/---
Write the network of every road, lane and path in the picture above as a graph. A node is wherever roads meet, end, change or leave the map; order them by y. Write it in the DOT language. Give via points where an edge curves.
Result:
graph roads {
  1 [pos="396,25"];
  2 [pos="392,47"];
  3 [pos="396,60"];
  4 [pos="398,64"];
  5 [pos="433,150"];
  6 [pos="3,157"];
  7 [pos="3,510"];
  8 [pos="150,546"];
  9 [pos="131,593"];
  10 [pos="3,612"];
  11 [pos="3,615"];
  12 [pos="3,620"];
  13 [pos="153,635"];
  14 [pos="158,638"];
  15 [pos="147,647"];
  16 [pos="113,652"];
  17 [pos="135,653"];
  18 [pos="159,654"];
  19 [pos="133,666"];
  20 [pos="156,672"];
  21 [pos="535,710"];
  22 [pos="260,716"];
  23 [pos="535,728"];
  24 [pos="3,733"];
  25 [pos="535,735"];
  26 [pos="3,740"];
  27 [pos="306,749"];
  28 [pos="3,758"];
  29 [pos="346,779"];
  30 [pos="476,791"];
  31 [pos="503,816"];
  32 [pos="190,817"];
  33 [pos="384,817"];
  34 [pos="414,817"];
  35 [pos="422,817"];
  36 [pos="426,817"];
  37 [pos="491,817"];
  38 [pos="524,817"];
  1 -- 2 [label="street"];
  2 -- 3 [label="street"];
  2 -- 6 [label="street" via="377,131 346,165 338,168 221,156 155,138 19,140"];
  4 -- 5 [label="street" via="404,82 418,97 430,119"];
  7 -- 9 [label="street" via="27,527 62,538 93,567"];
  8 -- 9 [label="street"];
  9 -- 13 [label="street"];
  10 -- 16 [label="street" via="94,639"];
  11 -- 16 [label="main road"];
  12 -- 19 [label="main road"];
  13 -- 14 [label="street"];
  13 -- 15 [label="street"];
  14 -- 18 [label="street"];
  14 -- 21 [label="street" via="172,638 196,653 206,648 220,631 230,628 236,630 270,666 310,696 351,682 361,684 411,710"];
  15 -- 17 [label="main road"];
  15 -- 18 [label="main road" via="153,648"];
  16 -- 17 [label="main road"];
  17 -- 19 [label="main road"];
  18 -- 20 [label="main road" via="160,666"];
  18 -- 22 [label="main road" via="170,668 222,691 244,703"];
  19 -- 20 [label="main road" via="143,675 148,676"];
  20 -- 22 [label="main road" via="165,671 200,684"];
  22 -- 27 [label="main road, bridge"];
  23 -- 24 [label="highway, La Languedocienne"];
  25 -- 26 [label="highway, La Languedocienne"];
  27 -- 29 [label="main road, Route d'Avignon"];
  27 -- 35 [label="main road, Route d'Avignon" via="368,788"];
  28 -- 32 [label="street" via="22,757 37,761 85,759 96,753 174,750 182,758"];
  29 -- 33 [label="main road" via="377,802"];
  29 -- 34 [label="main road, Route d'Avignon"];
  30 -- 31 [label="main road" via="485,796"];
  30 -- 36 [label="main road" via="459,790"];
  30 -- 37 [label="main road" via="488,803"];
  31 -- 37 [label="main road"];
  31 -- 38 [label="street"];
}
\---
Exercise:
Give back all the data exactly as it was written.

Your solution:
Write the network of every road, lane and path in the picture above as a graph. A node is wherever roads meet, end, change or leave the map; order them by y. Write it in the DOT language. Give via points where an edge curves.
Result:
graph roads {
  1 [pos="396,25"];
  2 [pos="392,47"];
  3 [pos="396,60"];
  4 [pos="398,64"];
  5 [pos="433,150"];
  6 [pos="3,157"];
  7 [pos="3,510"];
  8 [pos="150,546"];
  9 [pos="131,593"];
  10 [pos="3,612"];
  11 [pos="3,615"];
  12 [pos="3,620"];
  13 [pos="153,635"];
  14 [pos="158,638"];
  15 [pos="147,647"];
  16 [pos="113,652"];
  17 [pos="135,653"];
  18 [pos="159,654"];
  19 [pos="133,666"];
  20 [pos="156,672"];
  21 [pos="535,710"];
  22 [pos="260,716"];
  23 [pos="535,728"];
  24 [pos="3,733"];
  25 [pos="535,735"];
  26 [pos="3,740"];
  27 [pos="306,749"];
  28 [pos="3,758"];
  29 [pos="346,779"];
  30 [pos="476,791"];
  31 [pos="503,816"];
  32 [pos="190,817"];
  33 [pos="384,817"];
  34 [pos="414,817"];
  35 [pos="422,817"];
  36 [pos="426,817"];
  37 [pos="491,817"];
  38 [pos="524,817"];
  1 -- 2 [label="street"];
  2 -- 3 [label="street"];
  2 -- 6 [label="street" via="377,131 346,165 338,168 221,156 155,138 19,140"];
  4 -- 5 [label="street" via="404,82 418,97 430,119"];
  7 -- 9 [label="street" via="27,527 62,538 93,567"];
  8 -- 9 [label="street"];
  9 -- 13 [label="street"];
  10 -- 16 [label="street" via="94,639"];
  11 -- 16 [label="main road"];
  12 -- 19 [label="main road"];
  13 -- 14 [label="street"];
  13 -- 15 [label="street"];
  14 -- 18 [label="street"];
  14 -- 21 [label="street" via="172,638 196,653 206,648 220,631 230,628 236,630 270,666 310,696 351,682 361,684 411,710"];
  15 -- 17 [label="main road"];
  15 -- 18 [label="main road" via="153,648"];
  16 -- 17 [label="main road"];
  17 -- 19 [label="main road"];
  18 -- 20 [label="main road" via="160,666"];
  18 -- 22 [label="main road" via="170,668 222,691 244,703"];
  19 -- 20 [label="main road" via="143,675 148,676"];
  20 -- 22 [label="main road" via="165,671 200,684"];
  22 -- 27 [label="main road, bridge"];
  23 -- 24 [label="highway, La Languedocienne"];
  25 -- 26 [label="highway, La Languedocienne"];
  27 -- 29 [label="main road, Route d'Avignon"];
  27 -- 35 [label="main road, Route d'Avignon" via="368,788"];
  28 -- 32 [label="street" via="22,757 37,761 85,759 96,753 174,750 182,758"];
  29 -- 33 [label="main road" via="377,802"];
  29 -- 34 [label="main road, Route d'Avignon"];
  30 -- 31 [label="main road" via="485,796"];
  30 -- 36 [label="main road" via="459,790"];
  30 -- 37 [label="main road" via="488,803"];
  31 -- 37 [label="main road"];
  31 -- 38 [label="street"];
}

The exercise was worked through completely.